Saat krismon tahun 1998 Mahathir bertengkar dengan Anwar. Soal cara mengatasi krisis. Anwar ingin Malaysia minta bantuan IMF. Mahathir tidak mau. Anwar dipecat. Digantikan oleh Daim lagi. Padahal Anwar sudah digadang-gadang bakal jadi calon penggantinya. Jabatannya pun sudah wakil perdana menteri. Merangkap menteri keuangan. Kini Mahathir berkuasa lagi.
Mahathir tetap seperti dulu. Mengutamakan akal sehat: saat ini Malaysia perlu investasi asing. Yang besar. Untuk menghidupkan kembali perekonomian Malaysia. Yang lagi di bibir jurang itu. Juga untuk memulihkan kepercayaan asing.
Sayangnya perjanjian proyek itu sudah mengikat Malaysia: kalau batal begitu saja Malaysia harus membayar kompensasi besar. Syarat itu sudah ditandatangani Najib Razak. Yang kalah di Pemilu hampir setahun lalu.
Waktu itu Najib komit. Untuk membangun kereta cepat sejauh 680 Km. Sejauh Jakarta ke Surabaya. Mulai dari pantai Barat Malaysia. Memotong ke pantai timur Terengganu. Lalu menyusuri pantai ke arah utara. Berakhir di Kota Bahru. Ibu kota negara bagian Kelantan. Dekat perbatasan dengan negerinya Jirayut itu.
Saya pernah menyusuri jalur ini. Juga sampai ke Pattani di Thailand. Kawasan pantai Timur ini memang jauh tertinggal dari Barat.

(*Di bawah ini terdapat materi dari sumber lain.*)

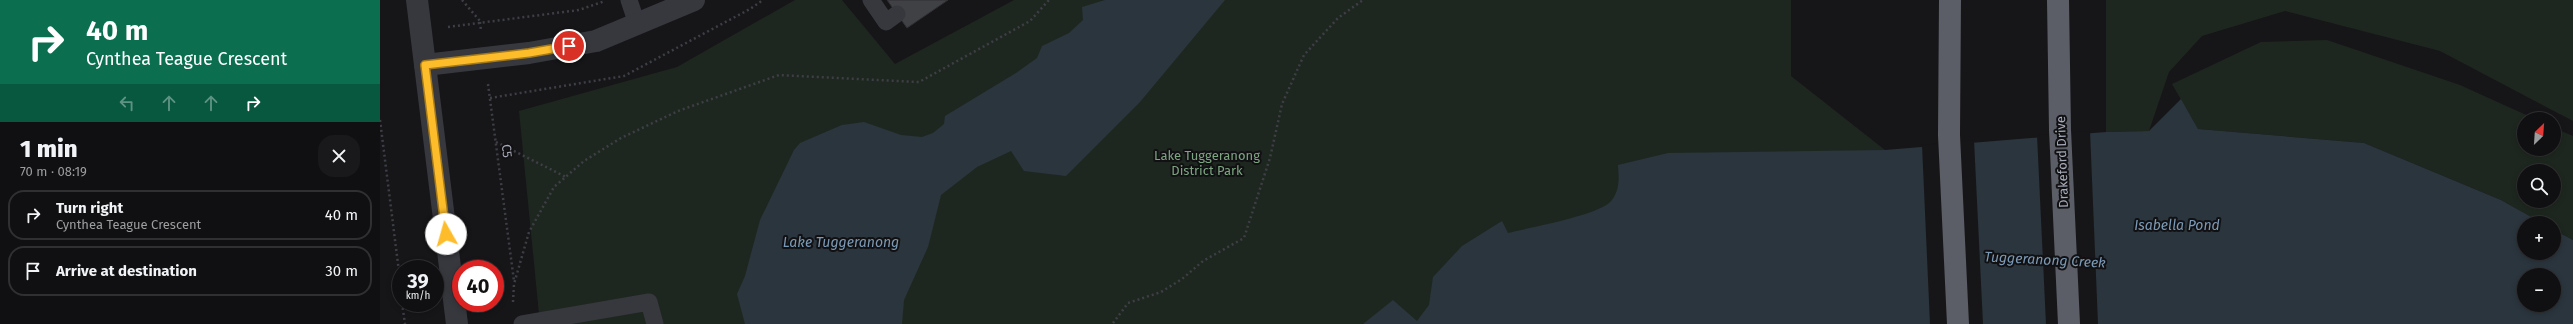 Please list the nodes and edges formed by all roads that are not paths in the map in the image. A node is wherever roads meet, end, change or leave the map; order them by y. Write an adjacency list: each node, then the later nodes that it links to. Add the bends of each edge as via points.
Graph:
1 (417, 0): 9 (street)
2 (629, 0): 8 (lane)
3 (694, 0): 8 (street)
4 (871, 0): 7 (lane, via 886,22)
5 (1950, 0): 13 (highway, via 1949,135)
6 (2058, 0): 14 (highway, Drakeford Drive, via 2060,130)
7 (897, 14)
8 (637, 24): 9 (street, via 596,41 529,53)
9 (425, 65): 10 (street)
10 (457, 324)
11 (522, 324): 12 (lane, via 649,302)
12 (655, 324)
13 (1958, 324)
14 (2069, 324)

Bagi Malaysia kereta ini nanti akan lebih berperan di angkutan barang. Untuk membawa hasil bumi di Timur ke pelabuhan besar Port Klang di Pantai Barat. Jalan darat. Tidak lagi harus melewati perairan Singapura.
Bagi Tiongkok lebih penting lagi. Inilah potongan jalur kereta Asia. Yang menghubungkan Singapura ke seluruh dunia. Lewat Tiongkok.

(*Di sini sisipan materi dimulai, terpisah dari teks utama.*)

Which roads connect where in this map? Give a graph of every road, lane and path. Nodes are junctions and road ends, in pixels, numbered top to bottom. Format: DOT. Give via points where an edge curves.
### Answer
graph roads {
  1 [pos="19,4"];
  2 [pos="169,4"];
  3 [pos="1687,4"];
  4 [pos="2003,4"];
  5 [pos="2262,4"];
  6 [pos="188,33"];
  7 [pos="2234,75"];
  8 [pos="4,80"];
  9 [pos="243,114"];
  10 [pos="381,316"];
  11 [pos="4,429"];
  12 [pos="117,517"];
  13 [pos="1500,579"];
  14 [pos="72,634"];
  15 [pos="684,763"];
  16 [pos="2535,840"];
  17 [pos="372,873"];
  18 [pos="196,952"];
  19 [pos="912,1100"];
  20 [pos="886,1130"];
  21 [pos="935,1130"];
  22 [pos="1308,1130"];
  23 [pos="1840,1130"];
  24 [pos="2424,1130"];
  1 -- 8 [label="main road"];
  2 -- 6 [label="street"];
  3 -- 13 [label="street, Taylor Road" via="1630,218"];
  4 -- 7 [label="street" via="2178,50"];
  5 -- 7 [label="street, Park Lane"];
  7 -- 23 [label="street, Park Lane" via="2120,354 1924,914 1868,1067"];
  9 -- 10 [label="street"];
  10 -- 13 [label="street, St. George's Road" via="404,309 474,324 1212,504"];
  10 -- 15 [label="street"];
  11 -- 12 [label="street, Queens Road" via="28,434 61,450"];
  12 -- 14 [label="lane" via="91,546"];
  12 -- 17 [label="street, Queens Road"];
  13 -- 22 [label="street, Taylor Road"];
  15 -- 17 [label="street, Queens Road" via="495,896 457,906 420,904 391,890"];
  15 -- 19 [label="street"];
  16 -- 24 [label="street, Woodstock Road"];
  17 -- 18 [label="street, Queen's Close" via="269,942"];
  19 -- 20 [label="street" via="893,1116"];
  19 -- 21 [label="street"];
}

Mahathir memang negosiator ulung. Demi negerinya. Ia tahu proyek itu mahal. Tepatnya: kemahalan. Ia tahu hitungan. Seperti Pak JK. Pun ia menangkap ada aroma lain mengapa proyek itu mahal. Ada mark up. Untuk kepentingan Pemilu. Agar Najib terpilih lagi.
Tapi bukan alasan mark up itu yang dipakai Mahathir untuk nego. Mahathir pilih blak-blakan. Apa adanya.
“Ekonomi Malaysia lagi sulit. Tidak akan kuat membayar hutang sebanyak itu,” ujar Mahathir selalu.
Kalau alasan mark up yang dipakai akan sulit. Secara hukum maupun psikologis. Secara hukum toh sudah disetujui. Secara psikologis akan menyinggung Tiongkok: Anda nyogok!